DATA FOR ANALYSIS:
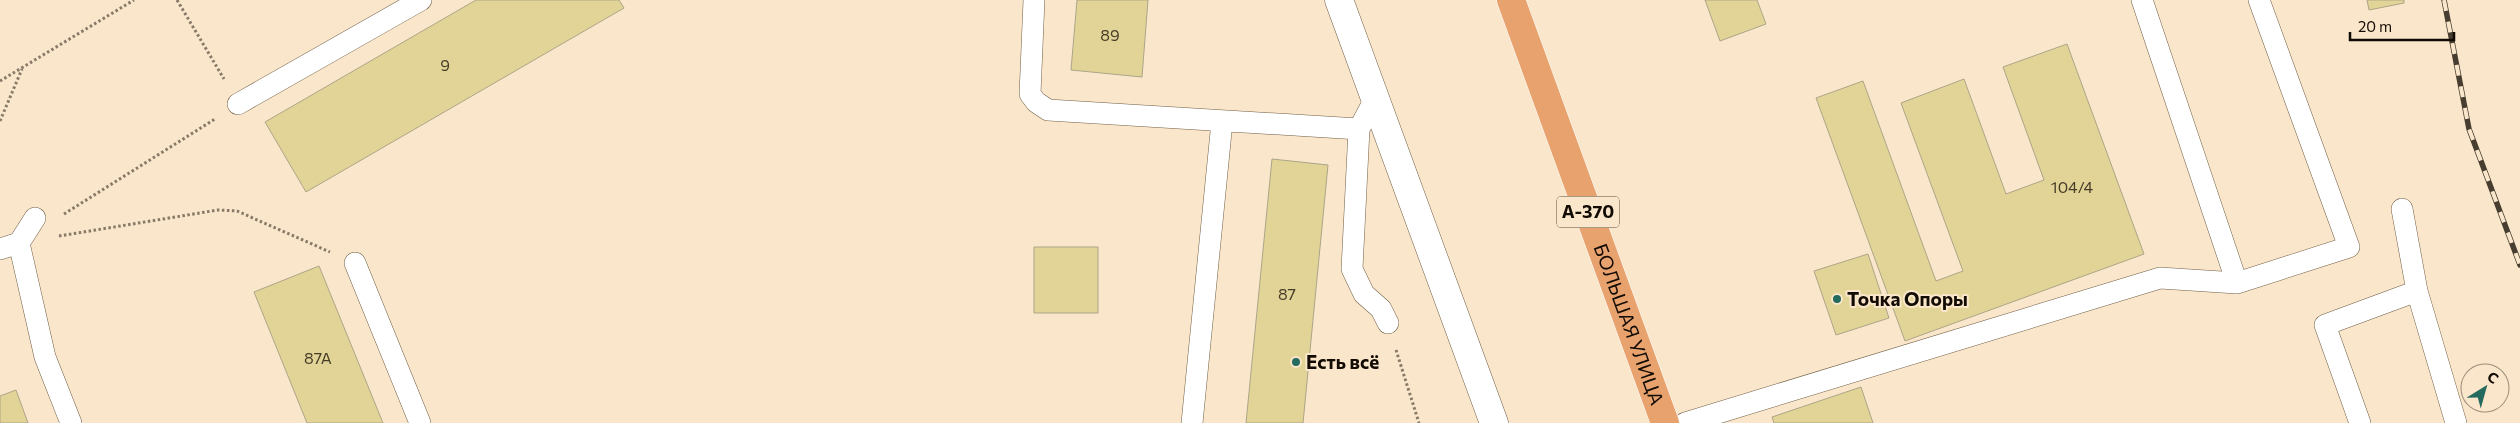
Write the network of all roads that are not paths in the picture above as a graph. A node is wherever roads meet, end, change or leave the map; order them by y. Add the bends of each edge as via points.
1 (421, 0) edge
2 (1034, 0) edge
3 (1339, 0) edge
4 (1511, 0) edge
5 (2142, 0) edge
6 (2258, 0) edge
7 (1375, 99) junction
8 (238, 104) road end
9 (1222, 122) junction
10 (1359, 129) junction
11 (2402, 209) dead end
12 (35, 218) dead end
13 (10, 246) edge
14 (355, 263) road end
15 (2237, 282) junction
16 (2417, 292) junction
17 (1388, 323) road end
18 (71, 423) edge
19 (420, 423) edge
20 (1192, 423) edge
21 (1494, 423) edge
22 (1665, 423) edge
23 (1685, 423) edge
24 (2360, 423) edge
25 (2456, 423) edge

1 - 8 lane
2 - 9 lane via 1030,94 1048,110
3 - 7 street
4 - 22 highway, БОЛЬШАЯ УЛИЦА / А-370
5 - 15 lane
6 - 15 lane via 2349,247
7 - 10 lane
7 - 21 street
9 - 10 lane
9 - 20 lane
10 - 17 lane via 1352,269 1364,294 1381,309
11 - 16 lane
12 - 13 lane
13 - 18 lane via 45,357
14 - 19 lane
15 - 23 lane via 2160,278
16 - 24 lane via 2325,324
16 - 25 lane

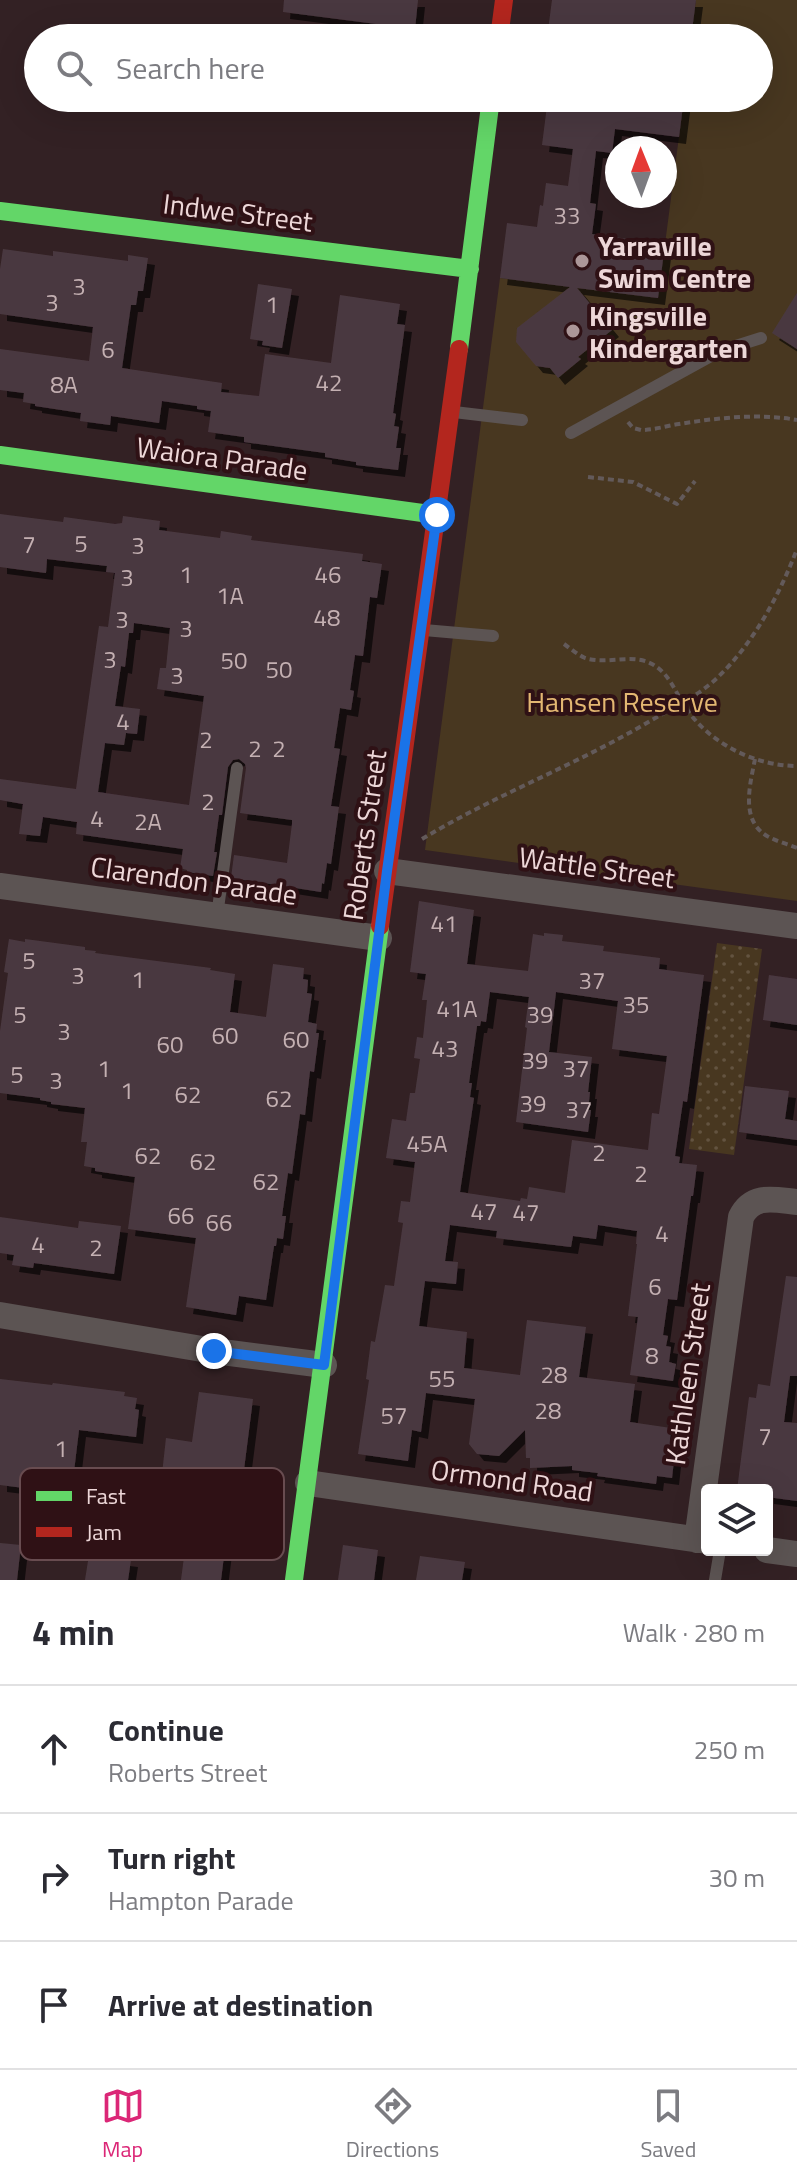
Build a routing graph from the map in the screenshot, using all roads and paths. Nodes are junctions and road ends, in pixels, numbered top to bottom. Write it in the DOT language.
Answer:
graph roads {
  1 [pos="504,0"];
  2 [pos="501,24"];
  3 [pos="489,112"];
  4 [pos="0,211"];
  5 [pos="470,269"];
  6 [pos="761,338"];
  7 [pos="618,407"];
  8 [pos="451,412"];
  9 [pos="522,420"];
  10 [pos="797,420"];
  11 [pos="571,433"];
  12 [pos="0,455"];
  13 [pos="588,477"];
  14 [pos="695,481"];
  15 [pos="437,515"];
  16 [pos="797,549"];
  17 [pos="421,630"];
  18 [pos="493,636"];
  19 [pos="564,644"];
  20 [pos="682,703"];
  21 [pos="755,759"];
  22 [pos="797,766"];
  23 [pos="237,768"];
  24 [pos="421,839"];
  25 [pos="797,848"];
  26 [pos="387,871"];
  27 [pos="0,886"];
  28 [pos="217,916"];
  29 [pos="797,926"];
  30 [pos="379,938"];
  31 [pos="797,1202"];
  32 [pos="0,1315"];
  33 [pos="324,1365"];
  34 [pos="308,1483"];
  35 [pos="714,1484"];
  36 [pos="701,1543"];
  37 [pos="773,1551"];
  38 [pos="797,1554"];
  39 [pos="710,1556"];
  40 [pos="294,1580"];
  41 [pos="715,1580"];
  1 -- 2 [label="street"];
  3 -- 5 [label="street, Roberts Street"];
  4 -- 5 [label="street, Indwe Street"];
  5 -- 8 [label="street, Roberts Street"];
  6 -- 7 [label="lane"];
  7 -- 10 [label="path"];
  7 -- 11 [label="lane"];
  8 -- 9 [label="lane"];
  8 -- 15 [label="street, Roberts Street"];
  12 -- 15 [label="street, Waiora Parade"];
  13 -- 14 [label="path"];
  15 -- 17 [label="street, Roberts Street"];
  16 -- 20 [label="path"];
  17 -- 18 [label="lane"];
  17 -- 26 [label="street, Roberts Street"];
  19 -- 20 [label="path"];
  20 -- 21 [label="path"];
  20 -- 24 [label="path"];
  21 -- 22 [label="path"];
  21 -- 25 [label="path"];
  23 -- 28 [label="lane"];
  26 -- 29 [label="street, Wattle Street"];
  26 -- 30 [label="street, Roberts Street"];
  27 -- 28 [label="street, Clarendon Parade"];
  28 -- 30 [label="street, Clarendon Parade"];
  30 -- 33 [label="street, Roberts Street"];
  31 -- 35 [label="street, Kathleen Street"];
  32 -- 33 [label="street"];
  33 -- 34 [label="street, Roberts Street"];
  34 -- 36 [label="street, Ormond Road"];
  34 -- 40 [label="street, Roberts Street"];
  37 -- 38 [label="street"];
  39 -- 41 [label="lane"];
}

TASK REQUIREMENTS: From the first line of the entries above down to the line holding "Build a routing", quote each line exactly and nothing else, skipping pictures.

TASK OUTPUT:
Write the network of all roads that are not paths in the picture above as a graph. A node is wherever roads meet, end, change or leave the map; order them by y. Add the bends of each edge as via points.
1 (421, 0) edge
2 (1034, 0) edge
3 (1339, 0) edge
4 (1511, 0) edge
5 (2142, 0) edge
6 (2258, 0) edge
7 (1375, 99) junction
8 (238, 104) road end
9 (1222, 122) junction
10 (1359, 129) junction
11 (2402, 209) dead end
12 (35, 218) dead end
13 (10, 246) edge
14 (355, 263) road end
15 (2237, 282) junction
16 (2417, 292) junction
17 (1388, 323) road end
18 (71, 423) edge
19 (420, 423) edge
20 (1192, 423) edge
21 (1494, 423) edge
22 (1665, 423) edge
23 (1685, 423) edge
24 (2360, 423) edge
25 (2456, 423) edge

1 - 8 lane
2 - 9 lane via 1030,94 1048,110
3 - 7 street
4 - 22 highway, БОЛЬШАЯ УЛИЦА / А-370
5 - 15 lane
6 - 15 lane via 2349,247
7 - 10 lane
7 - 21 street
9 - 10 lane
9 - 20 lane
10 - 17 lane via 1352,269 1364,294 1381,309
11 - 16 lane
12 - 13 lane
13 - 18 lane via 45,357
14 - 19 lane
15 - 23 lane via 2160,278
16 - 24 lane via 2325,324
16 - 25 lane

Build a routing graph from the map in the screenshot, using all roads and paths. Nodes are junctions and road ends, in pixels, numbered top to bottom. Write it in the DOT language.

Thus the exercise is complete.